SQL Server 2016 introduced the Compress() function that allows users to reduce the overall size of data stored in fields by compressing it to a varbinary value using the GZIP algorithm. It also introduced Decompress(), which will convert that compressed varbinary value back to its full state where it can be converted to a human readable value. In this article, we are going to walk through using these two functions against different kinds of data by creating some test data, comparing data lengths of raw and compressed values, decompressing the values, and comparing storage. I am by no means an expert in compression algorithms, so this article will not be diving into the mechanisms of GZIP, discussing the merits of the algorithm, or going into detail as to exactly why values compress the way they do.
First, we are going to create a table and populate it with some dummy data. I created 5 rows, but one of the rows was the HTML source code from a page on SQL Server Central, so I will exclude it from this write up for the sake of readability. The reason I chose it was to represent non-uniform data. So feel free to pop over to another webpage, right-click, grab the source code of the page, and use that value if you want.
CREATE TABLE CompressTesting( ID INT, Val_Varchar VARCHAR(MAX), Val_NVarchar NVARCHAR(MAX) ) GO INSERT INTO CompressTesting(ID, Val_Varchar, Val_NVarchar) VALUES (1, 'This is a short test string with a non alpha char!', N'This is a short test string with a non alpha char!') ,(2, '2349798237498273324', N'342353453454252352') ,(3, REPLICATE(CAST('X' AS VARCHAR(MAX)), 9000), REPLICATE(CAST(N'X' AS NVARCHAR(MAX)), 4500)) ,(4, REPLICATE(CAST('abc123' AS VARCHAR(MAX)), 9000), REPLICATE(CAST(N'abc123' AS NVARCHAR(MAX)), 4500)) -- ,(5, Lots of HTML code here. Add whatever you would like. GO
Now that we have a table, let's start playing around with it. First, we want to examine our data lengths and see what we have.
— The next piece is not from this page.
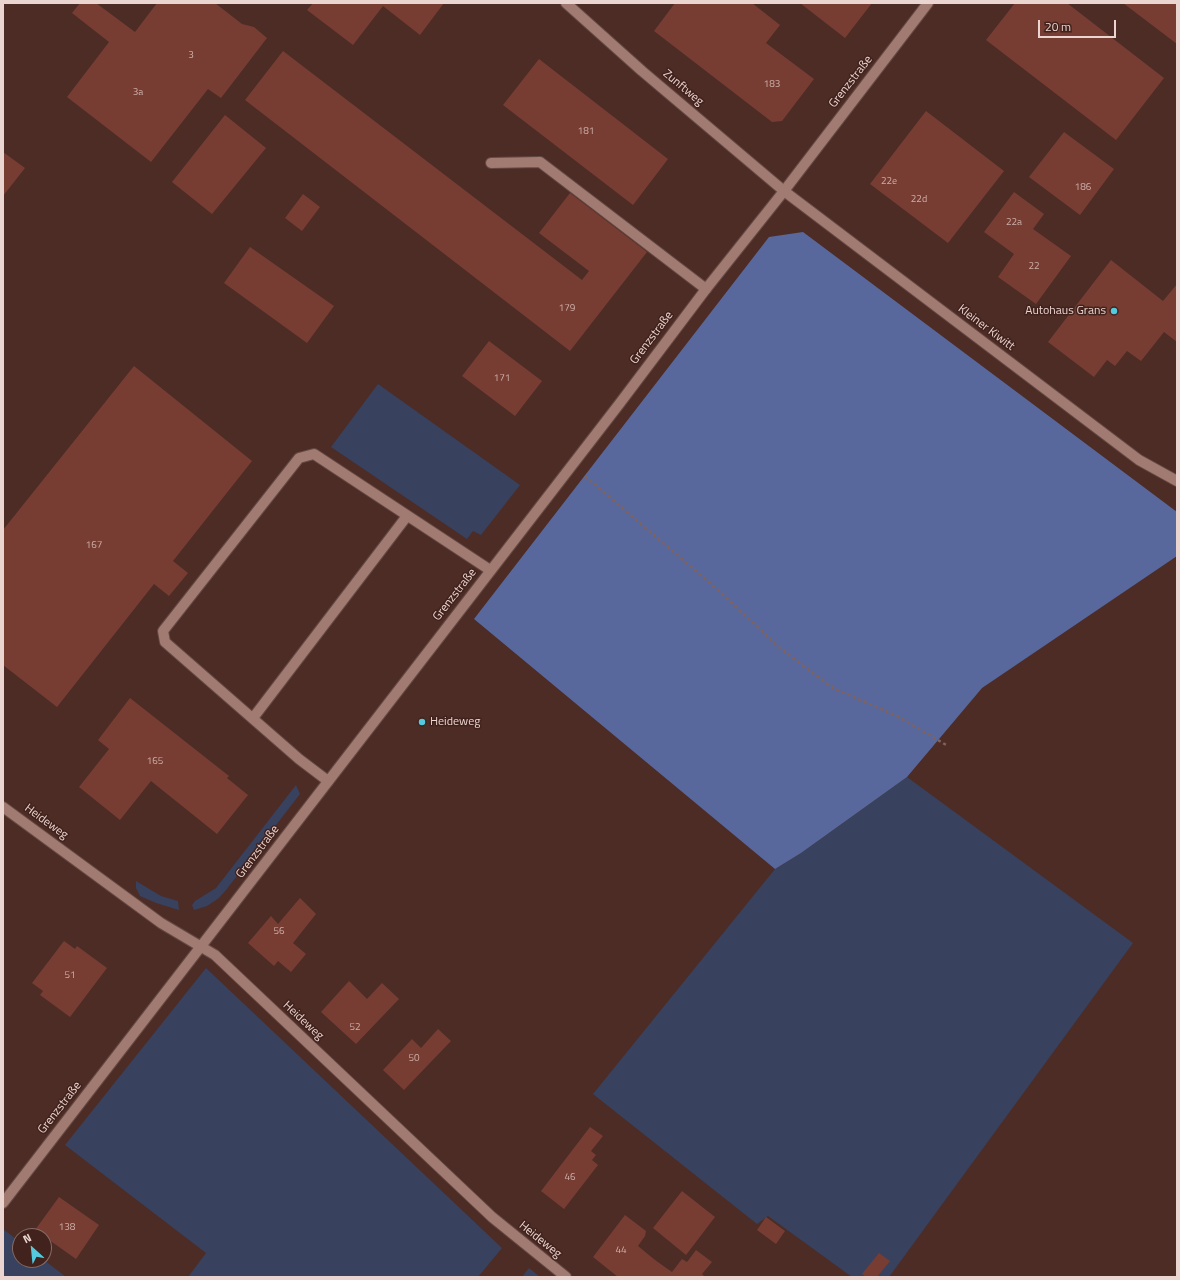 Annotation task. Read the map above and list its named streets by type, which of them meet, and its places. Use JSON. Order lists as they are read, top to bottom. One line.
{"streets":{"street":["Grenzstraße","Zunftweg","Kleiner Kiwitt","Heideweg"]},"crossings":[["Grenzstraße","Zunftweg"],["Grenzstraße","Kleiner Kiwitt"],["Grenzstraße","Heideweg"],["Zunftweg","Kleiner Kiwitt"]],"places":["Autohaus Grans","Heideweg"],"house_numbers":["3","183","3a","181","22e","186","22d","22a","22","179","171","167","165","56","51","52","50","46","138","44"],"scale_bar":"20 m","north":"top left"}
SELECT id , val_varchar , varchar_DL = DATALENGTH(val_varchar) , val_nvarchar , nvarchar_DL = DATALENGTH(val_nvarchar) FROM compresstesting ORDER BY id ;
At first, we don't have anything really exciting. Just some short and long strings representing both repeating data and also randomish data.
Figure 2-1: Query output showing strings and data lengths for both unicode and non-unicode data.
Let's bring in the Compress function and see what happens. Compress uses the GZIP algorithm to compress the value passed to it, so lets apply it to the values.
SELECT id , val_varchar , varchar_DL = DATALENGTH(val_varchar) , varchar_compress = COMPRESS(val_varchar) , varchar_DL_compress = DATALENGTH(COMPRESS(val_varchar)) , val_nvarchar , nvarchar_DL = DATALENGTH(val_nvarchar) , nvarchar_compress = COMPRESS(val_nvarchar) , nvarchar_DL_compress = DATALENGTH(COMPRESS(val_nvarchar)) FROM compresstesting ORDER BY id ;
Figure 2-2: Output with Compress() data lengths
Now we can see some interesting things. First, our very short strings actually have a longer data length after being compressed. We also see how well our uniform data compresses. Strings of the same value or repeating values compress very well, and the efficiency of the compression increases as the string gets longer, as evident by comparing id 3 to 4. And lastly, our HTML code that is not uniform at all still has a large reduction in size, but not nearly as profound as the repeating values.
Next, we are going to store our compressed values somewhere and then decompress them. Let's make a new table for the varbinary data.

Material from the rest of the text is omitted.